The smile on Sir Alex Ferguson’s face at his pre-match press conference told its own story and when he laughed and joked about returning to ‘hell’, where hideous locals are intimidating and hostile to people they don’t know, he could afford to be flippant.
But he wasn’t actually talking about Salford, he was reminiscing about Manchester United’s infamous trip to Galatasaray in 1993, where his side were dumped out of their first ever Champions League campaign after a dismal 0-0 draw, ahead of Tuesday’s visit to Turkey.
If that match has gone into United folklore – and the volatile atmosphere, vicious treatment from police and poor result means that it has – then a first trip to face the Turkish champions since 1994 is hardly even going to be a footnote in the club’s history.
Ferguson could afford to be so jovial. The red half of Manchester have succeeded where they so dismally failed last season and are in the dream position of having won their Champions League group with two games to spare.
A section that included Galatasaray, Cluj and Braga really ought not to have caused United any problems, but the same could have been said about last season, when they were drawn against Benfica, Basel and Otelul Galati, and not qualifying from that group was a laughably bad effort.
This year, though, there have been no mistakes. Ferguson, aware as anybody that it was a more than feasible ask, wanted qualification to the last 16 wrapped up as soon as possible and that is exactly what has happened.
It hasn’t always been plain sailing – United have been behind against Cluj and Braga (twice) – but four wins from four have United sitting pretty at the top of Group H on 12 points while the other three sides battle it out for second spot with just 11 points between them.
It is the situation every top club in Europe wants to be in and it means United really do have it made. Europe has been all but put to bed until February and Ferguson’s team selection will show just that.

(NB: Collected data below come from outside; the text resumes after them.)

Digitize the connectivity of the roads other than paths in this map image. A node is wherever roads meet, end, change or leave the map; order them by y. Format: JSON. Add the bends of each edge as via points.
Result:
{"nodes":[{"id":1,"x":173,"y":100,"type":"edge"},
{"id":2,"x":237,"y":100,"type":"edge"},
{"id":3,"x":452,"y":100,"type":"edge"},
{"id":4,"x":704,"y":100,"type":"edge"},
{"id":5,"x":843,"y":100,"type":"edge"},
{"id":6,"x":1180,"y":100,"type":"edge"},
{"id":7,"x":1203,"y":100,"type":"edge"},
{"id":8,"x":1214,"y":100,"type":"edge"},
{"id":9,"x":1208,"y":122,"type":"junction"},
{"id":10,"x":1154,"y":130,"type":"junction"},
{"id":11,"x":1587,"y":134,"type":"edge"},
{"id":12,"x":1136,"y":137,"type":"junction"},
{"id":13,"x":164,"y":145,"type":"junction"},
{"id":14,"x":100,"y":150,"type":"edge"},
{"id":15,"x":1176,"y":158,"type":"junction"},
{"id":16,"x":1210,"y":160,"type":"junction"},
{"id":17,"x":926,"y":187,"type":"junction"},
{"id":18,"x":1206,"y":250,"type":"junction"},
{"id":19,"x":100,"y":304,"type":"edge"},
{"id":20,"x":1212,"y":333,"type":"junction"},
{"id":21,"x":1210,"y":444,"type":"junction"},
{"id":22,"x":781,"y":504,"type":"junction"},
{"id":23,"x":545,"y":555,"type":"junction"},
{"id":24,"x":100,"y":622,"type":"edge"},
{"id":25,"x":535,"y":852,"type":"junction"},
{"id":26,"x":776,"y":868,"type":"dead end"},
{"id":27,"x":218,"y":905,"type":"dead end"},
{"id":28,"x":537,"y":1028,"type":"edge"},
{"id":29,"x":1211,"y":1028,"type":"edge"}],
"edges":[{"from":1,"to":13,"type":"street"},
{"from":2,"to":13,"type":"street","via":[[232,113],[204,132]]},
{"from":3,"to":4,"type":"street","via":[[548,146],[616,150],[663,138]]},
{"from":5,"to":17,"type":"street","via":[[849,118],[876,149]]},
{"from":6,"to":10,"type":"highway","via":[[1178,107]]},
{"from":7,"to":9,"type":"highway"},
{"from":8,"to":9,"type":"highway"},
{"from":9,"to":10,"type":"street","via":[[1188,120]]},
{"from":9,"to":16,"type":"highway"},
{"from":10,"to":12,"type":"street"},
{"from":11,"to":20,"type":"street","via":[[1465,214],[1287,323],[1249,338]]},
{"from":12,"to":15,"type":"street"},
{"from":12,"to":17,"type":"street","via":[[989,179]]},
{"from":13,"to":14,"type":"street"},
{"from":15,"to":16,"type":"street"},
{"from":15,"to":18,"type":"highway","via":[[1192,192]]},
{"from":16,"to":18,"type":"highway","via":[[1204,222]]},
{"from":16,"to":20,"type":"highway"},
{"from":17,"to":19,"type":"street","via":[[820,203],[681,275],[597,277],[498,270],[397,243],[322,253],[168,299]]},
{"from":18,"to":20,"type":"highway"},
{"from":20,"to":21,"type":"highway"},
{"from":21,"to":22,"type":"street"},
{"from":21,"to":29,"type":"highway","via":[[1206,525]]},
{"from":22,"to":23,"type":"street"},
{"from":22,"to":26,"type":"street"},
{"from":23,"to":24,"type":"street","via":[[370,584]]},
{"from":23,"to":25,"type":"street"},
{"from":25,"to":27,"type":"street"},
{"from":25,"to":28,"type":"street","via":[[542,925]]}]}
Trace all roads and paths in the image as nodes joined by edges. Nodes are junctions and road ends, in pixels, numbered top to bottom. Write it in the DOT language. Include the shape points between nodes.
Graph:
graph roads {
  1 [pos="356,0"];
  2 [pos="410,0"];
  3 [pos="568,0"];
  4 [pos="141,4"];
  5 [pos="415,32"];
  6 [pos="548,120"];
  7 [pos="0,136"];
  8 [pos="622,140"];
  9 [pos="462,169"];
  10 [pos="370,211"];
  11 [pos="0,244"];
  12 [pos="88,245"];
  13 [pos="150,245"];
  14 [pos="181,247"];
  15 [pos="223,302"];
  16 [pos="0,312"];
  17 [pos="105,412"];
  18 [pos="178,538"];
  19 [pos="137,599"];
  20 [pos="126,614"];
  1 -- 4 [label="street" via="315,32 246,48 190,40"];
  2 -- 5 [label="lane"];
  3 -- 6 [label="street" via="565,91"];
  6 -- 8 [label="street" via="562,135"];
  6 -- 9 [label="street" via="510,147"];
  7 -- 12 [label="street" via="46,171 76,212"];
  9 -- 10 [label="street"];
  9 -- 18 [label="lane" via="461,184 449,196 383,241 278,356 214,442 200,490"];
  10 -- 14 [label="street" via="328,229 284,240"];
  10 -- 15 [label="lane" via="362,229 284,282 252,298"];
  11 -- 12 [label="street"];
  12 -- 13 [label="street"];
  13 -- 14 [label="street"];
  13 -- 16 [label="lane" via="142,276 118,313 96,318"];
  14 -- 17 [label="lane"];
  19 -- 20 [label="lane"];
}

Ferguson has made noises about ‘respecting the other teams’ and ‘showing some pride’, but he has earned the chance to make wholesale changes to his side and is well within his rights to do so.
Wayne Rooney and Robin van Persie are among those who haven’t travelled, meaning youngsters like Nick Powell and, possibly, Phil Jones will start, with Darren Fletcher and Javier Hernandez among those also likely to feature.
Those sweeping changes are the only reason that you can get 9/4 about a United win, with the draw at 14/5 and the home side at even money. So the question is, at what point do United become value?
Galatasaray are top of the Turkish SuperLig, but their home form has been surprisingly poor of late. Gala have only won one of the last five at Turk Telekom and haven’t won a European home match since 2009.
It is not what you come to expect from the Turkish champions and manager Fatih Terim was moved enough to come up with the brilliant quote ‘statistics are like mini-skirts – they don’t reveal everything’.
Maybe not, but evens is pretty short for an inferior team with such a bad recent record, even when facing youngsters and reserves. So I’m not fussed about evens on Gala, but I do like the 23/20 that they score the first goal of the first half.
I may sound like a broken record, but United just can’t stop conceding goals, especially the first one: 11 times in 18 games Ferguson’s side have let in the opening strike, which is one of the most remarkable stats you’ll ever read, and I think a makeshift team that will take a while to get into the game are primed to suffer the same fate.
Of course, on eight of those occasions, United have come back to win and that could be the case in Turkey. But without knowing the exact team news it is hard to say how much firepower will be on the pitch for the Red Devils, so I will just stick to that 23/20 that they go 1-0 down in the first half.